Ai fini della sicurezza alimentare, il Regolamento CE N. 1881/2006 stabilisce un limite massimo residuale (MRL) di 0.02 mg/kg w.w. per il Pb nel latte e relativamente alla presenza di IPA, nel latte e in alimenti derivati della prima infanzia, fissa un limite massimo di 1 μg/kg di Benzo(a)Pirene, marker di contaminazione da IPA.
Nel presente studio, sono stati determinati i livelli residuali di alcuni metalli pesanti (Pb, Cd e As) e degli IPA più importanti dal punto di vista tossicologico in campioni di latte crudo, pastorizzato e UHT. Imetalli sono stati analizzati mediante spettroscopia di assorbimento atomico (AAS) mentre gli IPA con HPLC-FL e analisi di conferma in HPLC-MS. I dati sono stati valutati statisticamente mediante analisi della varianza (ANOVA) e il test di Student-Newman-Keults.

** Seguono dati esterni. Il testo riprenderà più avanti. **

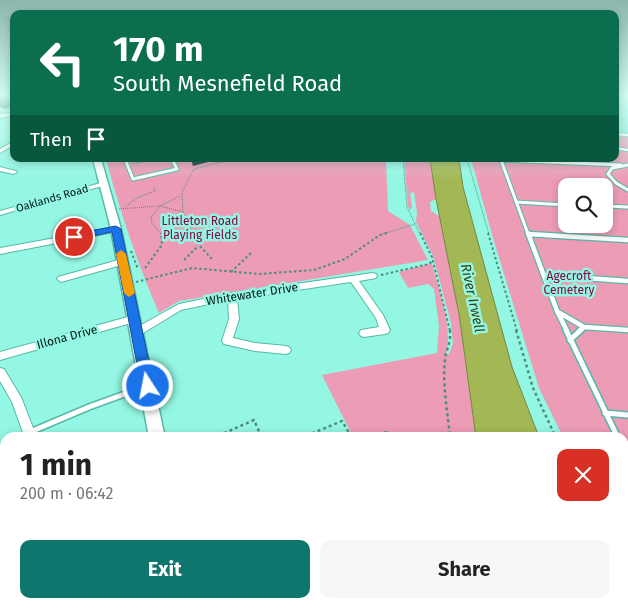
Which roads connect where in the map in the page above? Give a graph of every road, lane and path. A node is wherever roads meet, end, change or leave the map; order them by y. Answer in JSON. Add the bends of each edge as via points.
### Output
{"nodes":[{"id":1,"x":99,"y":162,"type":"edge"},
{"id":2,"x":126,"y":162,"type":"edge"},
{"id":3,"x":142,"y":162,"type":"edge"},
{"id":4,"x":174,"y":162,"type":"edge"},
{"id":5,"x":226,"y":162,"type":"edge"},
{"id":6,"x":403,"y":162,"type":"edge"},
{"id":7,"x":468,"y":162,"type":"edge"},
{"id":8,"x":502,"y":162,"type":"edge"},
{"id":9,"x":552,"y":162,"type":"edge"},
{"id":10,"x":128,"y":165,"type":"junction"},
{"id":11,"x":628,"y":165,"type":"edge"},
{"id":12,"x":620,"y":166,"type":"junction"},
{"id":13,"x":0,"y":170,"type":"edge"},
{"id":14,"x":14,"y":172,"type":"dead end"},
{"id":15,"x":104,"y":184,"type":"junction"},
{"id":16,"x":154,"y":187,"type":"dead end"},
{"id":17,"x":628,"y":190,"type":"edge"},
{"id":18,"x":180,"y":196,"type":"junction"},
{"id":19,"x":516,"y":202,"type":"junction"},
{"id":20,"x":558,"y":204,"type":"edge"},
{"id":21,"x":160,"y":206,"type":"junction"},
{"id":22,"x":613,"y":206,"type":"edge"},
{"id":23,"x":125,"y":207,"type":"junction"},
{"id":24,"x":628,"y":207,"type":"edge"},
{"id":25,"x":112,"y":211,"type":"junction"},
{"id":26,"x":183,"y":212,"type":"junction"},
{"id":27,"x":0,"y":213,"type":"edge"},
{"id":28,"x":415,"y":224,"type":"junction"},
{"id":29,"x":116,"y":229,"type":"junction"},
{"id":30,"x":528,"y":234,"type":"junction"},
{"id":31,"x":628,"y":240,"type":"edge"},
{"id":32,"x":198,"y":244,"type":"junction"},
{"id":33,"x":0,"y":252,"type":"edge"},
{"id":34,"x":252,"y":252,"type":"dead end"},
{"id":35,"x":212,"y":259,"type":"dead end"},
{"id":36,"x":184,"y":260,"type":"dead end"},
{"id":37,"x":433,"y":260,"type":"junction"},
{"id":38,"x":122,"y":262,"type":"junction"},
{"id":39,"x":145,"y":268,"type":"dead end"},
{"id":40,"x":231,"y":272,"type":"junction"},
{"id":41,"x":544,"y":275,"type":"junction"},
{"id":42,"x":374,"y":276,"type":"joint"},
{"id":43,"x":62,"y":279,"type":"dead end"},
{"id":44,"x":353,"y":280,"type":"junction"},
{"id":45,"x":628,"y":281,"type":"edge"},
{"id":46,"x":127,"y":284,"type":"junction"},
{"id":47,"x":232,"y":296,"type":"junction"},
{"id":48,"x":557,"y":311,"type":"junction"},
{"id":49,"x":135,"y":319,"type":"junction"},
{"id":50,"x":584,"y":327,"type":"junction"},
{"id":51,"x":628,"y":330,"type":"edge"},
{"id":52,"x":137,"y":332,"type":"junction"},
{"id":53,"x":364,"y":333,"type":"dead end"},
{"id":54,"x":570,"y":340,"type":"junction"},
{"id":55,"x":286,"y":350,"type":"dead end"},
{"id":56,"x":0,"y":356,"type":"edge"},
{"id":57,"x":0,"y":372,"type":"edge"},
{"id":58,"x":148,"y":386,"type":"junction"},
{"id":59,"x":605,"y":413,"type":"junction"},
{"id":60,"x":628,"y":415,"type":"edge"},
{"id":61,"x":29,"y":432,"type":"edge"},
{"id":62,"x":36,"y":432,"type":"edge"},
{"id":63,"x":156,"y":432,"type":"edge"},
{"id":64,"x":226,"y":432,"type":"edge"},
{"id":65,"x":259,"y":432,"type":"edge"},
{"id":66,"x":315,"y":432,"type":"edge"},
{"id":67,"x":349,"y":432,"type":"edge"},
{"id":68,"x":450,"y":432,"type":"edge"},
{"id":69,"x":553,"y":432,"type":"edge"},
{"id":70,"x":615,"y":432,"type":"edge"}],
"edges":[{"from":1,"to":15,"type":"street"},
{"from":2,"to":10,"type":"lane"},
{"from":3,"to":10,"type":"path"},
{"from":4,"to":10,"type":"lane","via":[[177,169],[133,179]]},
{"from":5,"to":18,"type":"path","via":[[194,169]]},
{"from":6,"to":28,"type":"path","via":[[407,207]]},
{"from":7,"to":69,"type":"path","via":[[533,388]]},
{"from":8,"to":19,"type":"lane"},
{"from":9,"to":12,"type":"lane"},
{"from":11,"to":12,"type":"lane"},
{"from":12,"to":17,"type":"lane","via":[[612,168],[608,174],[616,184]]},
{"from":13,"to":14,"type":"street"},
{"from":15,"to":25,"type":"street"},
{"from":15,"to":27,"type":"street","name":"Oaklands Road"},
{"from":16,"to":23,"type":"path","via":[[155,191]]},
{"from":18,"to":21,"type":"path"},
{"from":18,"to":26,"type":"path"},
{"from":19,"to":20,"type":"lane"},
{"from":19,"to":30,"type":"lane"},
{"from":21,"to":23,"type":"path"},
{"from":21,"to":26,"type":"path"},
{"from":21,"to":39,"type":"path","via":[[151,217],[161,232],[162,245]]},
{"from":22,"to":24,"type":"lane"},
{"from":23,"to":25,"type":"path"},
{"from":25,"to":29,"type":"street"},
{"from":26,"to":32,"type":"path"},
{"from":28,"to":37,"type":"path"},
{"from":28,"to":40,"type":"path","via":[[380,235],[345,259],[322,268],[273,274]]},
{"from":29,"to":33,"type":"street"},
{"from":29,"to":38,"type":"street"},
{"from":30,"to":31,"type":"lane"},
{"from":30,"to":41,"type":"lane"},
{"from":32,"to":35,"type":"path"},
{"from":32,"to":36,"type":"path"},
{"from":34,"to":40,"type":"path"},
{"from":37,"to":42,"type":"path","via":[[429,264]]},
{"from":37,"to":68,"type":"path","via":[[451,342],[445,359]]},
{"from":38,"to":43,"type":"street"},
{"from":38,"to":46,"type":"street"},
{"from":40,"to":46,"type":"path","via":[[192,268]]},
{"from":41,"to":45,"type":"lane"},
{"from":41,"to":48,"type":"lane"},
{"from":42,"to":44,"type":"street","name":"Whitewater Drive"},
{"from":44,"to":47,"type":"street","name":"Whitewater Drive"},
{"from":44,"to":53,"type":"street","via":[[380,317],[385,330]]},
{"from":46,"to":49,"type":"street"},
{"from":47,"to":52,"type":"street","name":"Whitewater Drive","via":[[179,307]]},
{"from":47,"to":55,"type":"street","via":[[234,319],[227,341]]},
{"from":48,"to":50,"type":"lane"},
{"from":48,"to":54,"type":"lane"},
{"from":49,"to":52,"type":"street"},
{"from":49,"to":56,"type":"street","name":"Illona Drive"},
{"from":50,"to":51,"type":"lane"},
{"from":50,"to":54,"type":"lane"},
{"from":52,"to":58,"type":"street"},
{"from":54,"to":59,"type":"lane"},
{"from":57,"to":61,"type":"street","via":[[18,400]]},
{"from":58,"to":62,"type":"lane","via":[[89,407]]},
{"from":58,"to":63,"type":"street"},
{"from":59,"to":60,"type":"lane"},
{"from":59,"to":70,"type":"lane"},
{"from":64,"to":65,"type":"path","via":[[254,420]]},
{"from":66,"to":67,"type":"path","via":[[342,420]]}]}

I risultati ottenuti mostrano la presenza di livelli residuali di metalli pesanti ed IPA in tutti i campioni di latte analizzati e confermano come il consumo di latte, in particolare quello sottoposto a trattamento termico, possa contribuire all’intake di tali sostanze xenobiotiche, anche se in concentrazioni inferiori ai limiti stabiliti dalla vigente normativa comunitaria.
Dall’analisi dei risulati ottenuti è possibile concludere che il latte contribuisce in maniera marginale all’intake di metalli pesanti ed IPAattraverso la dieta, con un basso rischio per il consumatore. E’ sempre consigliabile, comunque, un continuo monitoraggio dei suddetti contaminati a tutela di bambini e anziani che sono le categorie più a rischio.